[Extracted records]
○ ○ ○ ○

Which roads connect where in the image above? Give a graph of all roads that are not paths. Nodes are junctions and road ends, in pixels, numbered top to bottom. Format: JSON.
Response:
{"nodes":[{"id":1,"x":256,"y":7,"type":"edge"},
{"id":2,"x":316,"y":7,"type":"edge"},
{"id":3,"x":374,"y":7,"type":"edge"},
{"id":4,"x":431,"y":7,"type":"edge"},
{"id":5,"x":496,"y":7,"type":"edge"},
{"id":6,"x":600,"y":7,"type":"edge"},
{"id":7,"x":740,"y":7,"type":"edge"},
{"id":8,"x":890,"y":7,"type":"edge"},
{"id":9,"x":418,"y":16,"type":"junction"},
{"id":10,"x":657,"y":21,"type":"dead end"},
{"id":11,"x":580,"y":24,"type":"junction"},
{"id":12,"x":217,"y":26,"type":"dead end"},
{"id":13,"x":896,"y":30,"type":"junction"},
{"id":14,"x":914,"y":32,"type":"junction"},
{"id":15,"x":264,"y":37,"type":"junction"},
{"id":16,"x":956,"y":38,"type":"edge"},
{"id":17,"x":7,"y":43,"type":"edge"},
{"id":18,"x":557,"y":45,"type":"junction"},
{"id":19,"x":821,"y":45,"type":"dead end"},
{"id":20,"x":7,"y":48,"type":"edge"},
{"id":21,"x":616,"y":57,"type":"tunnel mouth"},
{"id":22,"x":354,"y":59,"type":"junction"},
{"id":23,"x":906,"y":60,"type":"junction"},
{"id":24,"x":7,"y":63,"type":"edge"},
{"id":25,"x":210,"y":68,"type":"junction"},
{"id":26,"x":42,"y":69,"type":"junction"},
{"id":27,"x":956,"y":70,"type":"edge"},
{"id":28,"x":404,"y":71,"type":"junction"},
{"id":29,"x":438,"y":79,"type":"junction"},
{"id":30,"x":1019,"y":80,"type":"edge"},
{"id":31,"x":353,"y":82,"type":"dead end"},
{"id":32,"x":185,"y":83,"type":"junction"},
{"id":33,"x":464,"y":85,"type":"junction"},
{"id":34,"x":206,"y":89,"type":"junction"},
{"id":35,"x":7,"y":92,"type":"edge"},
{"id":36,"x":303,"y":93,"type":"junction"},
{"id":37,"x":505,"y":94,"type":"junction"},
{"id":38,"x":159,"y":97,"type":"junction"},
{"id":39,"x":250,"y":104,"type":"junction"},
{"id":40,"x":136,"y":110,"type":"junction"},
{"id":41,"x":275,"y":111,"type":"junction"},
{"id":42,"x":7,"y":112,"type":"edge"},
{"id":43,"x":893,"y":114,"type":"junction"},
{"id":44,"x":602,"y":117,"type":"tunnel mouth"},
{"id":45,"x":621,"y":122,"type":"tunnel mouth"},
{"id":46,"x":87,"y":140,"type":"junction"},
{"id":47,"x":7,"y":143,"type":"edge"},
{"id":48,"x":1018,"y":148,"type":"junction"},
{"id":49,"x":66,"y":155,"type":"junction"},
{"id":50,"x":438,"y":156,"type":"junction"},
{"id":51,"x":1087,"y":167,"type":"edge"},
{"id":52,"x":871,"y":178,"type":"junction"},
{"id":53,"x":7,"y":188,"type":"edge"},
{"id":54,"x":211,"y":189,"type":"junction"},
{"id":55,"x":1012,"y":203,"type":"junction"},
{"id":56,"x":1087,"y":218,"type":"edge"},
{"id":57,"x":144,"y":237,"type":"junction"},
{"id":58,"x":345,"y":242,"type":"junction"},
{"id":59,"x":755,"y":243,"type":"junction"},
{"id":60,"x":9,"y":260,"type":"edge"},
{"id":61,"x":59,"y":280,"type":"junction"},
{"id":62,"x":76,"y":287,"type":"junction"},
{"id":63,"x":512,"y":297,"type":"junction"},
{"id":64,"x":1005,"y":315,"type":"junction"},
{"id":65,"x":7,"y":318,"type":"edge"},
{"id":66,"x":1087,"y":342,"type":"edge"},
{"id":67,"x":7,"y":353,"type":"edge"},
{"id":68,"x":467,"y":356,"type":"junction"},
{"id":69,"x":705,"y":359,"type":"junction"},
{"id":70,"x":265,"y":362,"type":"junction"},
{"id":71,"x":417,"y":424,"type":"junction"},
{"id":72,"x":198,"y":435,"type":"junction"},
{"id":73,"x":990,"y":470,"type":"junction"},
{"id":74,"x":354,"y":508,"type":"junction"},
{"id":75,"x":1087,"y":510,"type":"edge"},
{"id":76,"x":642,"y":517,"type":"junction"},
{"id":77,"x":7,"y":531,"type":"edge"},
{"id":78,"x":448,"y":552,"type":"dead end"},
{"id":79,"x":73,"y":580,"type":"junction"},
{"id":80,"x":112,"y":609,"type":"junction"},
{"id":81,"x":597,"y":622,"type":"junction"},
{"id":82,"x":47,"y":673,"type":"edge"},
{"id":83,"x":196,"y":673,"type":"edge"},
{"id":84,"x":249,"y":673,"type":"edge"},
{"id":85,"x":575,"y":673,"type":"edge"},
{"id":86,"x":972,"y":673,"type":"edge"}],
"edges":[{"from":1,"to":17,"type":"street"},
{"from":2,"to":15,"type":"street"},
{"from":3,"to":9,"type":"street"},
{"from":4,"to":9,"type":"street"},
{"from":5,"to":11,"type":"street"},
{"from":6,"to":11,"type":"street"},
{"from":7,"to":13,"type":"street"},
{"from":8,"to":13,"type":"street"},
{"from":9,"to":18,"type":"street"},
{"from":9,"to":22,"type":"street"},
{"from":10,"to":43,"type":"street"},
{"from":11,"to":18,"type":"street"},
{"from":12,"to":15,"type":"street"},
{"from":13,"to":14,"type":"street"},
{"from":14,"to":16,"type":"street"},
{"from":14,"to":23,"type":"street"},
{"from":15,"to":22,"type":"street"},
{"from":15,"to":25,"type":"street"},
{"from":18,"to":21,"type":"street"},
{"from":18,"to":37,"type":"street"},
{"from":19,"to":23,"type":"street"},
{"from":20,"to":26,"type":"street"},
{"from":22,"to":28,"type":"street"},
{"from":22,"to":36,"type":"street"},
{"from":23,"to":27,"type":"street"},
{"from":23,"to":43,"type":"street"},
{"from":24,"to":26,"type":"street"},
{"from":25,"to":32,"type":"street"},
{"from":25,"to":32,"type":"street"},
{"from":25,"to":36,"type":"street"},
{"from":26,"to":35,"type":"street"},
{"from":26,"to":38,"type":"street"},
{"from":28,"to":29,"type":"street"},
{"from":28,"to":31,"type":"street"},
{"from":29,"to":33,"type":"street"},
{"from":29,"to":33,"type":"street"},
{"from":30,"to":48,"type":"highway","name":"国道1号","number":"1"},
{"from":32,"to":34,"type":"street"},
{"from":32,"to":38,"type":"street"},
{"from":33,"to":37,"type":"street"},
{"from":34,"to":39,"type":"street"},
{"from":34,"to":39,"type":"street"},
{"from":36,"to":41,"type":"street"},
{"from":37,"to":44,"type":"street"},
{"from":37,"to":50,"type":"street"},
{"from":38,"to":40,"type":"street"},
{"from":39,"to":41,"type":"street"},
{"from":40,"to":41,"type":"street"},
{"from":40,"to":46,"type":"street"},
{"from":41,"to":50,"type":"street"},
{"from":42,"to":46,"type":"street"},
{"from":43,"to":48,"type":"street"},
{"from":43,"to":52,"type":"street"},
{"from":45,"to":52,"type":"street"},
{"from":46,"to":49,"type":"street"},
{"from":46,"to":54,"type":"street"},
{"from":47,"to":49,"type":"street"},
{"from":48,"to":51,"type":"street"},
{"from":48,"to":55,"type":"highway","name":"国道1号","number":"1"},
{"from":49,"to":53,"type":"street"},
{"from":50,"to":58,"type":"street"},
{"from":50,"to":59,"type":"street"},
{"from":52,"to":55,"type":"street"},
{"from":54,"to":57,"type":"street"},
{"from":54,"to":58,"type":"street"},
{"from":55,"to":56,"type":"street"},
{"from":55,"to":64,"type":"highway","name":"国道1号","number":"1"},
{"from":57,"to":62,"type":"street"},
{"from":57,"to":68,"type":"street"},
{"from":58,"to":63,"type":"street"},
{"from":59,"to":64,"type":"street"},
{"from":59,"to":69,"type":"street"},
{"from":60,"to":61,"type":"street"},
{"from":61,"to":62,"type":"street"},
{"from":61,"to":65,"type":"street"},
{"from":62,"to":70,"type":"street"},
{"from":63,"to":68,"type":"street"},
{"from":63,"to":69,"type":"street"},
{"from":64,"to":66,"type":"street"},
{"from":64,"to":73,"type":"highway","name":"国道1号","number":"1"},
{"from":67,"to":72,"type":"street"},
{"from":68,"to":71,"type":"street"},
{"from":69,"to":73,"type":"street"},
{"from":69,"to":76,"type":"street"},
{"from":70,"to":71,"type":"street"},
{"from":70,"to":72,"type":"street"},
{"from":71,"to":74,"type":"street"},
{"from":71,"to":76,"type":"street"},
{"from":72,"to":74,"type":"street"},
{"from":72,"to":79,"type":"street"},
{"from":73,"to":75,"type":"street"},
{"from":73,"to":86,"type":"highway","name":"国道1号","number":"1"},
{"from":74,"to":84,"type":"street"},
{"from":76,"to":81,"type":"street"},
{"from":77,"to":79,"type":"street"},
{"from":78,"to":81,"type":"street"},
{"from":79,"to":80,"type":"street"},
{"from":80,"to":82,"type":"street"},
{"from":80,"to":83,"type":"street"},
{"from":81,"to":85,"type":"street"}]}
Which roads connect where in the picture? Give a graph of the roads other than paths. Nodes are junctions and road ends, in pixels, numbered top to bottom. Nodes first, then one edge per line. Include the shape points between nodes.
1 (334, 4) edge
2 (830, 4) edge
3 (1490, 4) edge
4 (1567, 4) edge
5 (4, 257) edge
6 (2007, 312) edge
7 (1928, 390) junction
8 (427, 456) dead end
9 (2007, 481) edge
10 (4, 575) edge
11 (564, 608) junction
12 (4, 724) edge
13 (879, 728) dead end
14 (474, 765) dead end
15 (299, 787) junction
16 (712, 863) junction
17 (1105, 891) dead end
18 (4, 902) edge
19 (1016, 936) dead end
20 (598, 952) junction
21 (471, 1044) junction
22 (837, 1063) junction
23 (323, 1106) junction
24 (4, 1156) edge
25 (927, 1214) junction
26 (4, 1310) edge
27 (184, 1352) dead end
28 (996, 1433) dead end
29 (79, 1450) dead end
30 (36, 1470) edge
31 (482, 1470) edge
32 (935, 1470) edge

○ ○ ○ ○

_What is needed_
Print from the line containing "Which roads connect where in the picture?" to the last line above, exactly as written.

_Your response_
Which roads connect where in the picture? Give a graph of the roads other than paths. Nodes are junctions and road ends, in pixels, numbered top to bottom. Nodes first, then one edge per line. Include the shape points between nodes.
1 (334, 4) edge
2 (830, 4) edge
3 (1490, 4) edge
4 (1567, 4) edge
5 (4, 257) edge
6 (2007, 312) edge
7 (1928, 390) junction
8 (427, 456) dead end
9 (2007, 481) edge
10 (4, 575) edge
11 (564, 608) junction
12 (4, 724) edge
13 (879, 728) dead end
14 (474, 765) dead end
15 (299, 787) junction
16 (712, 863) junction
17 (1105, 891) dead end
18 (4, 902) edge
19 (1016, 936) dead end
20 (598, 952) junction
21 (471, 1044) junction
22 (837, 1063) junction
23 (323, 1106) junction
24 (4, 1156) edge
25 (927, 1214) junction
26 (4, 1310) edge
27 (184, 1352) dead end
28 (996, 1433) dead end
29 (79, 1450) dead end
30 (36, 1470) edge
31 (482, 1470) edge
32 (935, 1470) edge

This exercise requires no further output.